## Task material
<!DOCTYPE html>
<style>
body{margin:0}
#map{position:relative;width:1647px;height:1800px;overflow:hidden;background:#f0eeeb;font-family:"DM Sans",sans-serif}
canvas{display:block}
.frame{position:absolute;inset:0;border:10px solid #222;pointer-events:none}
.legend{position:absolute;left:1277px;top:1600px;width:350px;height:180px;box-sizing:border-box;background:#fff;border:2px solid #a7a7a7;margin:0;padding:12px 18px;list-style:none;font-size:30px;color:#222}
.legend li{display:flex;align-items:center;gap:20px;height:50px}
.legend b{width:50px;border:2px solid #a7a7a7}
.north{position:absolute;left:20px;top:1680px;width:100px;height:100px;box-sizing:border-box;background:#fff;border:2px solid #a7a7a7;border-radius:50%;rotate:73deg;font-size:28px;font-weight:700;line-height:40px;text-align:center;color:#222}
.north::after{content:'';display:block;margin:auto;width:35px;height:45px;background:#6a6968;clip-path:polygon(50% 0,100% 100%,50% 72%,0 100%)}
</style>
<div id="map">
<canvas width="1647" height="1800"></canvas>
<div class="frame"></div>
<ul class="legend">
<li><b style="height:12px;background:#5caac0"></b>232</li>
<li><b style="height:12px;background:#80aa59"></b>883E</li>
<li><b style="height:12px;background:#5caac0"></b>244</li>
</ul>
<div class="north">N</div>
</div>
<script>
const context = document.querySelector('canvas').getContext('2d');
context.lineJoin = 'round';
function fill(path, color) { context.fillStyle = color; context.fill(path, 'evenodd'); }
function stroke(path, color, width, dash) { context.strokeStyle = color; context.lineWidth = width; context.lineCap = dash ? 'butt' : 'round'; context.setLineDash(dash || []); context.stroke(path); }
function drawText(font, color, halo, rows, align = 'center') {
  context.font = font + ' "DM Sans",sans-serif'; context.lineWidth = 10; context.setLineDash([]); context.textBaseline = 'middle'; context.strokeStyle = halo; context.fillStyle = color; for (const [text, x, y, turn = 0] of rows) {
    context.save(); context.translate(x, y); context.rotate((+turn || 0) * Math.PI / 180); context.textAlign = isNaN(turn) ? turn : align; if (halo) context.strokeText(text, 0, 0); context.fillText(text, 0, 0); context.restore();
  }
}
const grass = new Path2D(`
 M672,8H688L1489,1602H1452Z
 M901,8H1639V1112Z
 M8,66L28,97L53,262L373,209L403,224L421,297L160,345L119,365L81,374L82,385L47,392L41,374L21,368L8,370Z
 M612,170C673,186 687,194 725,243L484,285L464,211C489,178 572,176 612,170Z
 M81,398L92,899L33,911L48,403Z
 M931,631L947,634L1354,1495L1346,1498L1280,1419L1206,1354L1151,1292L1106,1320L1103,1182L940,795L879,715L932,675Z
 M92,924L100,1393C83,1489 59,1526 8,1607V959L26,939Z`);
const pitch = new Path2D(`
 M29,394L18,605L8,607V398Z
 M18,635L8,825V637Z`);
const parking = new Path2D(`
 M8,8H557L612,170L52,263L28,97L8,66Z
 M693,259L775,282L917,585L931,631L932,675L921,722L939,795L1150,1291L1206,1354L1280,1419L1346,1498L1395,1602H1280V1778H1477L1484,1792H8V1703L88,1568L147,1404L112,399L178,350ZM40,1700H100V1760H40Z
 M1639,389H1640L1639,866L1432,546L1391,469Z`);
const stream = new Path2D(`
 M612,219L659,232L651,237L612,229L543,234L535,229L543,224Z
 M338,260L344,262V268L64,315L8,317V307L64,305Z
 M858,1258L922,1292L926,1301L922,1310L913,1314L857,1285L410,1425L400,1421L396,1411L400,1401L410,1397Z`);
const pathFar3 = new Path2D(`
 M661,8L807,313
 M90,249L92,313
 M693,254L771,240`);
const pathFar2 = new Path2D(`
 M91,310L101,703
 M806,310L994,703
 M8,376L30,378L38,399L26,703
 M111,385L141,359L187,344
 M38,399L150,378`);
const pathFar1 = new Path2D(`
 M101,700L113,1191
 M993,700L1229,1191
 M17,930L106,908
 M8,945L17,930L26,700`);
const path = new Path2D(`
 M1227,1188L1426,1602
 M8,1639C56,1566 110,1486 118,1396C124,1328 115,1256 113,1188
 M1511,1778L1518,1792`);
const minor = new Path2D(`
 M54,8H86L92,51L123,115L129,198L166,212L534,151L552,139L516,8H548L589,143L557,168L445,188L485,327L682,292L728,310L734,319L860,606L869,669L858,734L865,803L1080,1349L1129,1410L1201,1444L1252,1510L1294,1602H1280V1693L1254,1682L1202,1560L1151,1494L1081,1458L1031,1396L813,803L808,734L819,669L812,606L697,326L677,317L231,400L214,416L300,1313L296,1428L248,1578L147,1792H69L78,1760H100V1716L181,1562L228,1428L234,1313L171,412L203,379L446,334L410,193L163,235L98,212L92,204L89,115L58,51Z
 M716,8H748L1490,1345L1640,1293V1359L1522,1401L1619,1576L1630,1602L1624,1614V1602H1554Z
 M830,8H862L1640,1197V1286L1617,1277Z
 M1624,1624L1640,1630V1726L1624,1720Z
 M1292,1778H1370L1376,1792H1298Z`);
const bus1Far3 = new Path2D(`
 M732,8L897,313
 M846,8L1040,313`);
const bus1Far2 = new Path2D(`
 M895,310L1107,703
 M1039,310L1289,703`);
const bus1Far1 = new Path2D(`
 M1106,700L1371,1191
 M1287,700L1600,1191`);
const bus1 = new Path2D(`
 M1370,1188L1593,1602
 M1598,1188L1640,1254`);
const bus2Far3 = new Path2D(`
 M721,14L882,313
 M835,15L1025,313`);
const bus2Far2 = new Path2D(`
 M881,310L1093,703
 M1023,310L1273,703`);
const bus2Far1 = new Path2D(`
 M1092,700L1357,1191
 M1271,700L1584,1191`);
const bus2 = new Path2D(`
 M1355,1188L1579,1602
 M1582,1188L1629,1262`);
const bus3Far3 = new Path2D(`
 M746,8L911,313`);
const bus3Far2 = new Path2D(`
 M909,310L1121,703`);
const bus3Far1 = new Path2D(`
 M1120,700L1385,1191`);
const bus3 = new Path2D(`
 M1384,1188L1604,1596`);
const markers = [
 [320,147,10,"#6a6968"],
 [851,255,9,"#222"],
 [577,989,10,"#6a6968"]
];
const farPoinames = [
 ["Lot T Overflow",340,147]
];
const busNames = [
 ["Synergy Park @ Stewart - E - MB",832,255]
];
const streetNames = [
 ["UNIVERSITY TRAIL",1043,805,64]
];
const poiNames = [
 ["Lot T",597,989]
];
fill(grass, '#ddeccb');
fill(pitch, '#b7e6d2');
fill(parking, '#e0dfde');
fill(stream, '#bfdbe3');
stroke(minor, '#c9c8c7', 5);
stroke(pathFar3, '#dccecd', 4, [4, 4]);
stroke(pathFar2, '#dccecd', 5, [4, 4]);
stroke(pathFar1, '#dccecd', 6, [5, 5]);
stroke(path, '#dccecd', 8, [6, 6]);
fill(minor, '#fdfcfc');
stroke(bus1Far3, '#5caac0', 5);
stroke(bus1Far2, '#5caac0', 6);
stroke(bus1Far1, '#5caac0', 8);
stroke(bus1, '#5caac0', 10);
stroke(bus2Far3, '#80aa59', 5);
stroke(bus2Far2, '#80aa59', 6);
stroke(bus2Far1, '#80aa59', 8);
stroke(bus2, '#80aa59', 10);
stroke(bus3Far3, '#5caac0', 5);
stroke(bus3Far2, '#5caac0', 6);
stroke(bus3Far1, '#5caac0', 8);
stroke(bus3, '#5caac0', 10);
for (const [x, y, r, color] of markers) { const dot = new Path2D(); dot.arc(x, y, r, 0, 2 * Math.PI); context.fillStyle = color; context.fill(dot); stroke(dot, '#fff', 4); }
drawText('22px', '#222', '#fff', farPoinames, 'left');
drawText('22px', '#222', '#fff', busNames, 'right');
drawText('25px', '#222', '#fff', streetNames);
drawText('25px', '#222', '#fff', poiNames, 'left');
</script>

## Problem to work on
The lines to return are those in the records above that hold the word "strokeStyle".

## Answer below
function stroke(path, color, width, dash) { context.strokeStyle = color; context.lineWidth = width; context.lineCap = dash ? 'butt' : 'round'; context.setLineDash(dash || []); context.stroke(path); }
  context.font = font + ' "DM Sans",sans-serif'; context.lineWidth = 10; context.setLineDash([]); context.textBaseline = 'middle'; context.strokeStyle = halo; context.fillStyle = color; for (const [text, x, y, turn = 0] of rows) {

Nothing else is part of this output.